▶ **Source records**
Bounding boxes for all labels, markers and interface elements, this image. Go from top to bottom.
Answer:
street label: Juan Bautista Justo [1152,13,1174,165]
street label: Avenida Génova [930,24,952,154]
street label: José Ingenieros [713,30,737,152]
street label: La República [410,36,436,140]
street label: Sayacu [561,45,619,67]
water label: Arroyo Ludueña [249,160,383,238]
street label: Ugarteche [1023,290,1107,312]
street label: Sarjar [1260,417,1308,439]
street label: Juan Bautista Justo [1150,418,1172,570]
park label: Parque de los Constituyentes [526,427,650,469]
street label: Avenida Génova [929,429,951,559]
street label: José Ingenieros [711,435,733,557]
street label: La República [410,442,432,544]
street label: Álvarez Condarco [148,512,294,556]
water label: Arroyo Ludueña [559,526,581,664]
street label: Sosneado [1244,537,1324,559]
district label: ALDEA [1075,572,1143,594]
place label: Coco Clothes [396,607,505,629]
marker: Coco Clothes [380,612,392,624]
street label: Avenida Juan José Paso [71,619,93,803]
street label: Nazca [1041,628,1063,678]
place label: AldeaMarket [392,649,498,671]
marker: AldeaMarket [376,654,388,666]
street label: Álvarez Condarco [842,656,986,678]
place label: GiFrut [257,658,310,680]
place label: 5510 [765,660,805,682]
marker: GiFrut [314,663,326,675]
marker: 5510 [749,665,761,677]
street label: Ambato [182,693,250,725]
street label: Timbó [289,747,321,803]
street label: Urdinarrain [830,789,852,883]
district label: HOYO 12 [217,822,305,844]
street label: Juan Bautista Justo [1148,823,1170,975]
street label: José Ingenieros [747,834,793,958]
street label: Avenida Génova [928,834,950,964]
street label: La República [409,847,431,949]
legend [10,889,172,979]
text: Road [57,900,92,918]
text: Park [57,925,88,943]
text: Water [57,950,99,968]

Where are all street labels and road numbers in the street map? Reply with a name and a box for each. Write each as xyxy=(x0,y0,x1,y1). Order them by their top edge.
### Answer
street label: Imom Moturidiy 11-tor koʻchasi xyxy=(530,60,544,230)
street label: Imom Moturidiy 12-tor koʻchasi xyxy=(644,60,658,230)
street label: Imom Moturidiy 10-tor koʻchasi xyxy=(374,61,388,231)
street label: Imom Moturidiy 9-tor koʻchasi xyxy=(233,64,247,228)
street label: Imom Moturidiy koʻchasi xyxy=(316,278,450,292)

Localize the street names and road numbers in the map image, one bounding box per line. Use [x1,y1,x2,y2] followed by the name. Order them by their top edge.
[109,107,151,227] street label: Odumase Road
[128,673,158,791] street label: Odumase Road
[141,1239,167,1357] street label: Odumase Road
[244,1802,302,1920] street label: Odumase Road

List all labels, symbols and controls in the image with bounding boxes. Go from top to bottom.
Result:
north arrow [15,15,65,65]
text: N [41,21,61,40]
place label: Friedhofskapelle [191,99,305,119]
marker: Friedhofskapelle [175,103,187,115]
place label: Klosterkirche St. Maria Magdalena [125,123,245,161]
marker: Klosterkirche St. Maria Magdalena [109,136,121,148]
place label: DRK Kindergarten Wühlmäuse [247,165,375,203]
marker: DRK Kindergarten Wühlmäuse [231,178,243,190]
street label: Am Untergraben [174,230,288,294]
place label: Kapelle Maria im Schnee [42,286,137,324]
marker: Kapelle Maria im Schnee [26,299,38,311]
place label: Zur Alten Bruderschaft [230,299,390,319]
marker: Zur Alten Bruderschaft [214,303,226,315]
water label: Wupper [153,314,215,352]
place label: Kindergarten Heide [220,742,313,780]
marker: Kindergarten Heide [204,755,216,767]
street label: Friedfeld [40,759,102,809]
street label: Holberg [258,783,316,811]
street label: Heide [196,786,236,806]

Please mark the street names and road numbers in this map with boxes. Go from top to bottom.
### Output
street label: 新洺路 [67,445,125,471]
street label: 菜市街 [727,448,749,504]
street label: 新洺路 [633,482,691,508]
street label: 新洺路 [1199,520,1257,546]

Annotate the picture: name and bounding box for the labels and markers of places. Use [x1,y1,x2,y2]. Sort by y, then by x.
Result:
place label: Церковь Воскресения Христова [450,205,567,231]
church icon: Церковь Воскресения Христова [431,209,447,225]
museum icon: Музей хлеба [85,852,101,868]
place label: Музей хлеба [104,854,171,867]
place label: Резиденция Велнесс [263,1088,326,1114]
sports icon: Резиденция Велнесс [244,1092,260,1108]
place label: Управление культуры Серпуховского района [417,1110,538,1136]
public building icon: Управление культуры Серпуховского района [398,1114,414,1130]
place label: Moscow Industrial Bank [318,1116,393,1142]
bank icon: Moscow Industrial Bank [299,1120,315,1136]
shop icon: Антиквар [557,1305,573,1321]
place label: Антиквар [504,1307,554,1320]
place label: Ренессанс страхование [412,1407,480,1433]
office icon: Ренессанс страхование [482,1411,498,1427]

▶ **Task to carry out**
Copy the records above exactly.

▶ **Task response**
Bounding boxes for all labels, markers and interface elements, this image. Go from top to bottom.
Answer:
street label: Juan Bautista Justo [1152,13,1174,165]
street label: Avenida Génova [930,24,952,154]
street label: José Ingenieros [713,30,737,152]
street label: La República [410,36,436,140]
street label: Sayacu [561,45,619,67]
water label: Arroyo Ludueña [249,160,383,238]
street label: Ugarteche [1023,290,1107,312]
street label: Sarjar [1260,417,1308,439]
street label: Juan Bautista Justo [1150,418,1172,570]
park label: Parque de los Constituyentes [526,427,650,469]
street label: Avenida Génova [929,429,951,559]
street label: José Ingenieros [711,435,733,557]
street label: La República [410,442,432,544]
street label: Álvarez Condarco [148,512,294,556]
water label: Arroyo Ludueña [559,526,581,664]
street label: Sosneado [1244,537,1324,559]
district label: ALDEA [1075,572,1143,594]
place label: Coco Clothes [396,607,505,629]
marker: Coco Clothes [380,612,392,624]
street label: Avenida Juan José Paso [71,619,93,803]
street label: Nazca [1041,628,1063,678]
place label: AldeaMarket [392,649,498,671]
marker: AldeaMarket [376,654,388,666]
street label: Álvarez Condarco [842,656,986,678]
place label: GiFrut [257,658,310,680]
place label: 5510 [765,660,805,682]
marker: GiFrut [314,663,326,675]
marker: 5510 [749,665,761,677]
street label: Ambato [182,693,250,725]
street label: Timbó [289,747,321,803]
street label: Urdinarrain [830,789,852,883]
district label: HOYO 12 [217,822,305,844]
street label: Juan Bautista Justo [1148,823,1170,975]
street label: José Ingenieros [747,834,793,958]
street label: Avenida Génova [928,834,950,964]
street label: La República [409,847,431,949]
legend [10,889,172,979]
text: Road [57,900,92,918]
text: Park [57,925,88,943]
text: Water [57,950,99,968]

Where are all street labels and road numbers in the street map? Reply with a name and a box for each. Write each as xyxy=(x0,y0,x1,y1). Order them by their top edge.
### Answer
street label: Imom Moturidiy 11-tor koʻchasi xyxy=(530,60,544,230)
street label: Imom Moturidiy 12-tor koʻchasi xyxy=(644,60,658,230)
street label: Imom Moturidiy 10-tor koʻchasi xyxy=(374,61,388,231)
street label: Imom Moturidiy 9-tor koʻchasi xyxy=(233,64,247,228)
street label: Imom Moturidiy koʻchasi xyxy=(316,278,450,292)

Localize the street names and road numbers in the map image, one bounding box per line. Use [x1,y1,x2,y2] followed by the name. Order them by their top edge.
[109,107,151,227] street label: Odumase Road
[128,673,158,791] street label: Odumase Road
[141,1239,167,1357] street label: Odumase Road
[244,1802,302,1920] street label: Odumase Road

List all labels, symbols and controls in the image with bounding boxes. Go from top to bottom.
Result:
north arrow [15,15,65,65]
text: N [41,21,61,40]
place label: Friedhofskapelle [191,99,305,119]
marker: Friedhofskapelle [175,103,187,115]
place label: Klosterkirche St. Maria Magdalena [125,123,245,161]
marker: Klosterkirche St. Maria Magdalena [109,136,121,148]
place label: DRK Kindergarten Wühlmäuse [247,165,375,203]
marker: DRK Kindergarten Wühlmäuse [231,178,243,190]
street label: Am Untergraben [174,230,288,294]
place label: Kapelle Maria im Schnee [42,286,137,324]
marker: Kapelle Maria im Schnee [26,299,38,311]
place label: Zur Alten Bruderschaft [230,299,390,319]
marker: Zur Alten Bruderschaft [214,303,226,315]
water label: Wupper [153,314,215,352]
place label: Kindergarten Heide [220,742,313,780]
marker: Kindergarten Heide [204,755,216,767]
street label: Friedfeld [40,759,102,809]
street label: Holberg [258,783,316,811]
street label: Heide [196,786,236,806]

Please mark the street names and road numbers in this map with boxes. Go from top to bottom.
### Output
street label: 新洺路 [67,445,125,471]
street label: 菜市街 [727,448,749,504]
street label: 新洺路 [633,482,691,508]
street label: 新洺路 [1199,520,1257,546]

Annotate the picture: name and bounding box for the labels and markers of places. Use [x1,y1,x2,y2]. Sort by y, then by x.
Result:
place label: Церковь Воскресения Христова [450,205,567,231]
church icon: Церковь Воскресения Христова [431,209,447,225]
museum icon: Музей хлеба [85,852,101,868]
place label: Музей хлеба [104,854,171,867]
place label: Резиденция Велнесс [263,1088,326,1114]
sports icon: Резиденция Велнесс [244,1092,260,1108]
place label: Управление культуры Серпуховского района [417,1110,538,1136]
public building icon: Управление культуры Серпуховского района [398,1114,414,1130]
place label: Moscow Industrial Bank [318,1116,393,1142]
bank icon: Moscow Industrial Bank [299,1120,315,1136]
shop icon: Антиквар [557,1305,573,1321]
place label: Антиквар [504,1307,554,1320]
place label: Ренессанс страхование [412,1407,480,1433]
office icon: Ренессанс страхование [482,1411,498,1427]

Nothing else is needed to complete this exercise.